Now I want to convert my array-allocating operations, and to achieve this I map the mydialect.alloc operation to memref’s one. A new unrealized cast is introduced automatically because of the existing usage within the already existing cast (%1 in the previous IR).

%0 = memref.alloc : memref<3xi64>
%1 = builtin.unrealized_conversion_cast %0 : memref<3xi64> to !mydialect.array<3xi64>
%2 = builtin.unrealized_conversion_cast %1 : !mydialect.array<3xi64> to memref<3xi64>
%3 = memref.alloc : memref<6xi64>
%4 = builtin.unrealized_conversion_cast %3 : memref<6xi64> to !mydialect.array<6xi64>
%5 = builtin.unrealized_conversion_cast %4 : !mydialect.array<6xi64> to memref<6xi64>
// Code to populate %5

Finally, I convert the memrefs into LLVM structs:

%0 = llvm.mlir.undef : !llvm.struct<(ptr<i64>, ptr<i64>, i64, array<1 x i64>, array<1 x i64>)>
// Code to populate %0. Skipping as not useful.
%1 = builtin.unrealized_conversion_cast %0 : !llvm.struct<(ptr<i64>, ptr<i64>, i64, array<1 x i64>, array<1 x i64>)> to memref<3xi64>
%2 = builtin.unrealized_conversion_cast %1 : memref<3xi64> to !mydialect.array<3xi64>
%3 = builtin.unrealized_conversion_cast %2 : !mydialect.array<3xi64> to memref<3xi64>
%4 = llvm.mlir.undef : !llvm.struct<(ptr<i64>, ptr<i64>, i64, array<1 x i64>, array<1 x i64>)>
%5 = builtin.unrealized_conversion_cast %4 : !llvm.struct<(ptr<i64>, ptr<i64>, i64, array<1 x i64>, array<1 x i64>)> to memref<6xi64>
%6 = builtin.unrealized_conversion_cast %5 : memref<6xi64> to !mydialect.array<6xi64>
%7 = builtin.unrealized_conversion_cast %6 : !mydialect.array<6xi64> to memref<6xi64>
// Code to populate %7
// Somewhere in this code there will be unrealized casts converting %3 and %7 into LLVM structs, because the memref.load and memref.store operations have been converted but they were using as memref values the ones coming out from the unrealized casts.

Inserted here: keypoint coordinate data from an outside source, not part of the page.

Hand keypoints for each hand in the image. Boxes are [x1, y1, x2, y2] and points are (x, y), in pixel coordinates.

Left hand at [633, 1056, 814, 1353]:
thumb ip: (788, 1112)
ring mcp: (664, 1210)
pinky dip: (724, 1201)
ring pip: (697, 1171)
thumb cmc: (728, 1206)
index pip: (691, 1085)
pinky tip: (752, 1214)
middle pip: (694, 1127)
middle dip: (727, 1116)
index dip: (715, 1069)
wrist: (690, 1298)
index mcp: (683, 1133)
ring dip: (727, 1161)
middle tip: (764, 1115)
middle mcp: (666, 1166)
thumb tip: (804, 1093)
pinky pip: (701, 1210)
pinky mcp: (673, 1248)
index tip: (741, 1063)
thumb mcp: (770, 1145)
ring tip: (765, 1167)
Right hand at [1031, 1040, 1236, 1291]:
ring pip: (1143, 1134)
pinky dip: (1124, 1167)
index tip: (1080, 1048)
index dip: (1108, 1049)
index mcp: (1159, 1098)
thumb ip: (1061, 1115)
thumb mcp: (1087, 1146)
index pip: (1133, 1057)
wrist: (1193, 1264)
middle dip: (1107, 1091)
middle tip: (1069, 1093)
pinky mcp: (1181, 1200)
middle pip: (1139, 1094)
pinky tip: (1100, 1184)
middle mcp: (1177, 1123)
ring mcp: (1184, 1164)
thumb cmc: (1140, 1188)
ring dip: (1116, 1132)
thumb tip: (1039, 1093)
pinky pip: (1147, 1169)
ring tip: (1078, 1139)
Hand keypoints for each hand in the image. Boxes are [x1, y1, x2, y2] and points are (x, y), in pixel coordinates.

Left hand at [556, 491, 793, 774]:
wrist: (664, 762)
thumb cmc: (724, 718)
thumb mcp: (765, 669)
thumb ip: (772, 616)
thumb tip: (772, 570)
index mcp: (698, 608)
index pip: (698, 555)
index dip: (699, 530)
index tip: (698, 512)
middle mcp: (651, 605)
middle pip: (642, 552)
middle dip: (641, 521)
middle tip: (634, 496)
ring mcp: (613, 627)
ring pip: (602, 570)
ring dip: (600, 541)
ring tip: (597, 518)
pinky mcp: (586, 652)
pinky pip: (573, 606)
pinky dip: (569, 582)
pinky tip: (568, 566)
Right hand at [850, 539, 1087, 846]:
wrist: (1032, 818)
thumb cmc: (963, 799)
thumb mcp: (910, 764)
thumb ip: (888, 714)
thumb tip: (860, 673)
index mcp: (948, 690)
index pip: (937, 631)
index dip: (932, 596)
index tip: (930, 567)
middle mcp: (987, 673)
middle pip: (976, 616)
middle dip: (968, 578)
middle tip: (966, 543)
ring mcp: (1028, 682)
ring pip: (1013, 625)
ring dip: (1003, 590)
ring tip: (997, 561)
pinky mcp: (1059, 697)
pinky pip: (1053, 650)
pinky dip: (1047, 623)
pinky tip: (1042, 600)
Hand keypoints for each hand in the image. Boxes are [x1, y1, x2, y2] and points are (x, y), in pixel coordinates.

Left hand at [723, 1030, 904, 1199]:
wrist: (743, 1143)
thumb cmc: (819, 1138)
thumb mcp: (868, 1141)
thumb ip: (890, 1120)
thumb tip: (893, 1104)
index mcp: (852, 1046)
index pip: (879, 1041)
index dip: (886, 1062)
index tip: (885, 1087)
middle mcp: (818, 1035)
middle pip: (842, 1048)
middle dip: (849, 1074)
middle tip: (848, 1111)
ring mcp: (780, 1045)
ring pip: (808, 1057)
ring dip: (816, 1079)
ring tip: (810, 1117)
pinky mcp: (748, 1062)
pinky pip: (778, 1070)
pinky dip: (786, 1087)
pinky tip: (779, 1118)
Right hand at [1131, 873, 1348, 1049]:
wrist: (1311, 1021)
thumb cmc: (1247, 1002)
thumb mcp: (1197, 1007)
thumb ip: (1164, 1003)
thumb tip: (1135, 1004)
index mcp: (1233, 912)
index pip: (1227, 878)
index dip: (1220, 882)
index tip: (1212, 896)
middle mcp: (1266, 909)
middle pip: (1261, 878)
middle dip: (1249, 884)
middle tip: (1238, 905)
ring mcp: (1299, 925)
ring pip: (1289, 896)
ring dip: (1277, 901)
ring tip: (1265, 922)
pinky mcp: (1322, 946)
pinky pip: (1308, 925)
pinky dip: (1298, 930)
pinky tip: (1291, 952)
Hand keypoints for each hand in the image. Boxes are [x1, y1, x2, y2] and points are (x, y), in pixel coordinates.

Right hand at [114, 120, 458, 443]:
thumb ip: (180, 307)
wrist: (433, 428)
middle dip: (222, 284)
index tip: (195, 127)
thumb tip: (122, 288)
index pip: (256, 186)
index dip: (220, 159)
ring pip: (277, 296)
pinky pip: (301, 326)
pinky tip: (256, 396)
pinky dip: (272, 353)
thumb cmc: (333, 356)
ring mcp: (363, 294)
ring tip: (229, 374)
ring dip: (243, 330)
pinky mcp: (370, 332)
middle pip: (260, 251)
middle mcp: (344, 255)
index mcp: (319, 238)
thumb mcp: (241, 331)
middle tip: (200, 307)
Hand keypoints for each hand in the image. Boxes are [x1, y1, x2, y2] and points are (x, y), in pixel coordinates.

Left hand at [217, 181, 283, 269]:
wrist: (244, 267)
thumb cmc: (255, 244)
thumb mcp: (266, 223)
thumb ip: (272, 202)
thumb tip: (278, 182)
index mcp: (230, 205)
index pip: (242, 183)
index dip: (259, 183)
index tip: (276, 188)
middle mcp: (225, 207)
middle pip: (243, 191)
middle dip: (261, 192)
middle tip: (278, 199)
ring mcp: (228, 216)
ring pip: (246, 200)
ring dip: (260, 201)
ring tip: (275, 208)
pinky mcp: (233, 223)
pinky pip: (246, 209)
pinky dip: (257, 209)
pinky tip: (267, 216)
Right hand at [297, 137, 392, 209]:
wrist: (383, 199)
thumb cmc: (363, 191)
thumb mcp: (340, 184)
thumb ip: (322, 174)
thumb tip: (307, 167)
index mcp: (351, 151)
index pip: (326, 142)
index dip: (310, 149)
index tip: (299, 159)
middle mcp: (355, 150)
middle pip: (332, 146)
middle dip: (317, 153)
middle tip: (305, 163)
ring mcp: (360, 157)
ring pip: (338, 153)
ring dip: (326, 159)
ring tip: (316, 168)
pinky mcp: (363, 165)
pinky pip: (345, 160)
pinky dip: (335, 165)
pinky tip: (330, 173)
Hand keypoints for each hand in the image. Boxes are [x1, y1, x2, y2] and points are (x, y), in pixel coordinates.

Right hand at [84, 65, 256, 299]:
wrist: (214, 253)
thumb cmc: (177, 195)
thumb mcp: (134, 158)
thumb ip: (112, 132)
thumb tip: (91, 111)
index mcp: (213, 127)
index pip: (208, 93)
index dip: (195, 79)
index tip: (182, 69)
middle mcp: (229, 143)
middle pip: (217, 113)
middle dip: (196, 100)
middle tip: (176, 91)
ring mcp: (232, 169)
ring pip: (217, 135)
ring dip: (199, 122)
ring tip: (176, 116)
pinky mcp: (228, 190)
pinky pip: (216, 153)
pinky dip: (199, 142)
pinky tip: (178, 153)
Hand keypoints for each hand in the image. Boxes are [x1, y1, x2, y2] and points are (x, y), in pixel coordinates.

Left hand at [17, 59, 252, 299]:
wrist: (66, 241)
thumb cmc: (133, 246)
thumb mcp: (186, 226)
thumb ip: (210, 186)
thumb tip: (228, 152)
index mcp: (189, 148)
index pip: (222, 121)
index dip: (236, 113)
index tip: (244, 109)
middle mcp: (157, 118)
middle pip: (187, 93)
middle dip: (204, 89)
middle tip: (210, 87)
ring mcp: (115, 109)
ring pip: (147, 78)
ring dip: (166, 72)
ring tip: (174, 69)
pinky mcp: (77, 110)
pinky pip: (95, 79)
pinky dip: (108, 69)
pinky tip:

So, in the end, I get a chain of casts that is semantically valid (struct → memref → mydialect.array → memref → struct) but can’t be folded because the casts reconciliation pass only considers them in pair.

Some possible objections:

  1. Q: The mydialect.process operation should not generate the second mydialect.alloc while being converted.
    A: Why not? The semantics of the operation is to create a new array containing the computed values, and the way to create such array is provided by the mydialect.alloc operation.
  2. Q: Why are you not converting the mydialect.alloc operation together with the mydialect.process operation? This way the unrealized casts would not be introduced and you would be fine!
    A: Because keeping its conversion separated allows me to possibly implement different lowering strategies, without the need of copy-pasting the alloc-conversion logic in each pass. From how I see the partial conversion infrastructure, this should be not only allowed but also encouraged.
  3. Q: You should run the cast reconciliation pass after the conversion to the memref dialect.
    A: The answer to this requires a modification to the previous example, so follow me two more minutes and please tell me if the explanation is not clear.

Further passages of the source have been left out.